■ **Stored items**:

···

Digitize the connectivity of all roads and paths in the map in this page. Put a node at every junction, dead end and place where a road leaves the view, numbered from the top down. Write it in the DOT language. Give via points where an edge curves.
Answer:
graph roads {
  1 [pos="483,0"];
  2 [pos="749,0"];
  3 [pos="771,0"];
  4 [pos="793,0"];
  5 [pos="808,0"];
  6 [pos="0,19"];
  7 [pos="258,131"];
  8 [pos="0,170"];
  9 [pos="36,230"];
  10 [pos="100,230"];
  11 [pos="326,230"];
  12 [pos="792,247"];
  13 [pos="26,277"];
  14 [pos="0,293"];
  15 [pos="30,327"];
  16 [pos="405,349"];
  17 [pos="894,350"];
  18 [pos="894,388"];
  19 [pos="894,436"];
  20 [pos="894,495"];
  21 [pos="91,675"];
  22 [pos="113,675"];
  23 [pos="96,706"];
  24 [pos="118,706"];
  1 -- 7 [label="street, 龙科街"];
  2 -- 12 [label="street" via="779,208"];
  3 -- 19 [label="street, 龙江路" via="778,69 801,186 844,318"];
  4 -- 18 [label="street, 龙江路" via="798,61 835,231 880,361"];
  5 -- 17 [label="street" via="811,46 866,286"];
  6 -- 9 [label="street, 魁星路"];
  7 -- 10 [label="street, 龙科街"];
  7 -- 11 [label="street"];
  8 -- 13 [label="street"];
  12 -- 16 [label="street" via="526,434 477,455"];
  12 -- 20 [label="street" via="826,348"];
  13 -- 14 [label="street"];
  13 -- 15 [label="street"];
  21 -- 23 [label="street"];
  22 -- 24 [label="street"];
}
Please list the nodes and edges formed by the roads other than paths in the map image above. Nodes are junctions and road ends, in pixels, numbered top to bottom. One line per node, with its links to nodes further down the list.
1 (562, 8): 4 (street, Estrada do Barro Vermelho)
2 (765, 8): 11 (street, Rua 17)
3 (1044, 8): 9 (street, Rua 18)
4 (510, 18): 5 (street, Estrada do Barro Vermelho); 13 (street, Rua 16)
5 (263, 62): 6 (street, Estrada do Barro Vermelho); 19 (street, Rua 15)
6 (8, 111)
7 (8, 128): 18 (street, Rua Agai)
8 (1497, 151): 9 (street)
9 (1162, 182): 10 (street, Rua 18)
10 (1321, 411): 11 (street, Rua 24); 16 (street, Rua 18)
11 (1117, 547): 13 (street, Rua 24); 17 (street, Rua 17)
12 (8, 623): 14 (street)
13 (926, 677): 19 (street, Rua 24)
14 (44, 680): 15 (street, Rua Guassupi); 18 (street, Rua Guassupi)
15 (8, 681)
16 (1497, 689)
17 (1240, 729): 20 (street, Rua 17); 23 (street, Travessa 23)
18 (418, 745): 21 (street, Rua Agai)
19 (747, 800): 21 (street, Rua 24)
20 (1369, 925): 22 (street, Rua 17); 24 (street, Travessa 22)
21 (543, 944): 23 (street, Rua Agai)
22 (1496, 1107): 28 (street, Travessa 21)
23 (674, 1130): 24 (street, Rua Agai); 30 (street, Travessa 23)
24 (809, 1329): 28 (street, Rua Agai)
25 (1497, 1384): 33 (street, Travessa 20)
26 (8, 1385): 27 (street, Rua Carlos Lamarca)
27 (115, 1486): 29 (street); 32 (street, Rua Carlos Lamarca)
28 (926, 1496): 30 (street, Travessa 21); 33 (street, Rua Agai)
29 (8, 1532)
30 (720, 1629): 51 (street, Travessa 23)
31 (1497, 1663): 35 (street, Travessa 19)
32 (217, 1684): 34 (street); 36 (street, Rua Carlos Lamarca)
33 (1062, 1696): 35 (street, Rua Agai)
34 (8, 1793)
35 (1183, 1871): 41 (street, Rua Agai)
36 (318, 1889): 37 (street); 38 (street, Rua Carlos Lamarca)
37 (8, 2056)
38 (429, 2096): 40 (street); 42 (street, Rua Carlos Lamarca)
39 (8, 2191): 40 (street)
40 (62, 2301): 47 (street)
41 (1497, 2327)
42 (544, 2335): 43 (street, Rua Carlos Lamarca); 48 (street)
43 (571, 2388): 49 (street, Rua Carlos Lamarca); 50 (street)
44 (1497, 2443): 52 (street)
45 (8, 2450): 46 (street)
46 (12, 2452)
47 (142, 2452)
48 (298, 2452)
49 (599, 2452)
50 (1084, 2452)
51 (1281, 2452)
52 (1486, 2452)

···

■ **ACTIVITY**:
Each line of the records should be repeated exactly as it stands.

■ **PROBLEM SOLUTION**:
Digitize the connectivity of all roads and paths in the map in this page. Put a node at every junction, dead end and place where a road leaves the view, numbered from the top down. Write it in the DOT language. Give via points where an edge curves.
Answer:
graph roads {
  1 [pos="483,0"];
  2 [pos="749,0"];
  3 [pos="771,0"];
  4 [pos="793,0"];
  5 [pos="808,0"];
  6 [pos="0,19"];
  7 [pos="258,131"];
  8 [pos="0,170"];
  9 [pos="36,230"];
  10 [pos="100,230"];
  11 [pos="326,230"];
  12 [pos="792,247"];
  13 [pos="26,277"];
  14 [pos="0,293"];
  15 [pos="30,327"];
  16 [pos="405,349"];
  17 [pos="894,350"];
  18 [pos="894,388"];
  19 [pos="894,436"];
  20 [pos="894,495"];
  21 [pos="91,675"];
  22 [pos="113,675"];
  23 [pos="96,706"];
  24 [pos="118,706"];
  1 -- 7 [label="street, 龙科街"];
  2 -- 12 [label="street" via="779,208"];
  3 -- 19 [label="street, 龙江路" via="778,69 801,186 844,318"];
  4 -- 18 [label="street, 龙江路" via="798,61 835,231 880,361"];
  5 -- 17 [label="street" via="811,46 866,286"];
  6 -- 9 [label="street, 魁星路"];
  7 -- 10 [label="street, 龙科街"];
  7 -- 11 [label="street"];
  8 -- 13 [label="street"];
  12 -- 16 [label="street" via="526,434 477,455"];
  12 -- 20 [label="street" via="826,348"];
  13 -- 14 [label="street"];
  13 -- 15 [label="street"];
  21 -- 23 [label="street"];
  22 -- 24 [label="street"];
}
Please list the nodes and edges formed by the roads other than paths in the map image above. Nodes are junctions and road ends, in pixels, numbered top to bottom. One line per node, with its links to nodes further down the list.
1 (562, 8): 4 (street, Estrada do Barro Vermelho)
2 (765, 8): 11 (street, Rua 17)
3 (1044, 8): 9 (street, Rua 18)
4 (510, 18): 5 (street, Estrada do Barro Vermelho); 13 (street, Rua 16)
5 (263, 62): 6 (street, Estrada do Barro Vermelho); 19 (street, Rua 15)
6 (8, 111)
7 (8, 128): 18 (street, Rua Agai)
8 (1497, 151): 9 (street)
9 (1162, 182): 10 (street, Rua 18)
10 (1321, 411): 11 (street, Rua 24); 16 (street, Rua 18)
11 (1117, 547): 13 (street, Rua 24); 17 (street, Rua 17)
12 (8, 623): 14 (street)
13 (926, 677): 19 (street, Rua 24)
14 (44, 680): 15 (street, Rua Guassupi); 18 (street, Rua Guassupi)
15 (8, 681)
16 (1497, 689)
17 (1240, 729): 20 (street, Rua 17); 23 (street, Travessa 23)
18 (418, 745): 21 (street, Rua Agai)
19 (747, 800): 21 (street, Rua 24)
20 (1369, 925): 22 (street, Rua 17); 24 (street, Travessa 22)
21 (543, 944): 23 (street, Rua Agai)
22 (1496, 1107): 28 (street, Travessa 21)
23 (674, 1130): 24 (street, Rua Agai); 30 (street, Travessa 23)
24 (809, 1329): 28 (street, Rua Agai)
25 (1497, 1384): 33 (street, Travessa 20)
26 (8, 1385): 27 (street, Rua Carlos Lamarca)
27 (115, 1486): 29 (street); 32 (street, Rua Carlos Lamarca)
28 (926, 1496): 30 (street, Travessa 21); 33 (street, Rua Agai)
29 (8, 1532)
30 (720, 1629): 51 (street, Travessa 23)
31 (1497, 1663): 35 (street, Travessa 19)
32 (217, 1684): 34 (street); 36 (street, Rua Carlos Lamarca)
33 (1062, 1696): 35 (street, Rua Agai)
34 (8, 1793)
35 (1183, 1871): 41 (street, Rua Agai)
36 (318, 1889): 37 (street); 38 (street, Rua Carlos Lamarca)
37 (8, 2056)
38 (429, 2096): 40 (street); 42 (street, Rua Carlos Lamarca)
39 (8, 2191): 40 (street)
40 (62, 2301): 47 (street)
41 (1497, 2327)
42 (544, 2335): 43 (street, Rua Carlos Lamarca); 48 (street)
43 (571, 2388): 49 (street, Rua Carlos Lamarca); 50 (street)
44 (1497, 2443): 52 (street)
45 (8, 2450): 46 (street)
46 (12, 2452)
47 (142, 2452)
48 (298, 2452)
49 (599, 2452)
50 (1084, 2452)
51 (1281, 2452)
52 (1486, 2452)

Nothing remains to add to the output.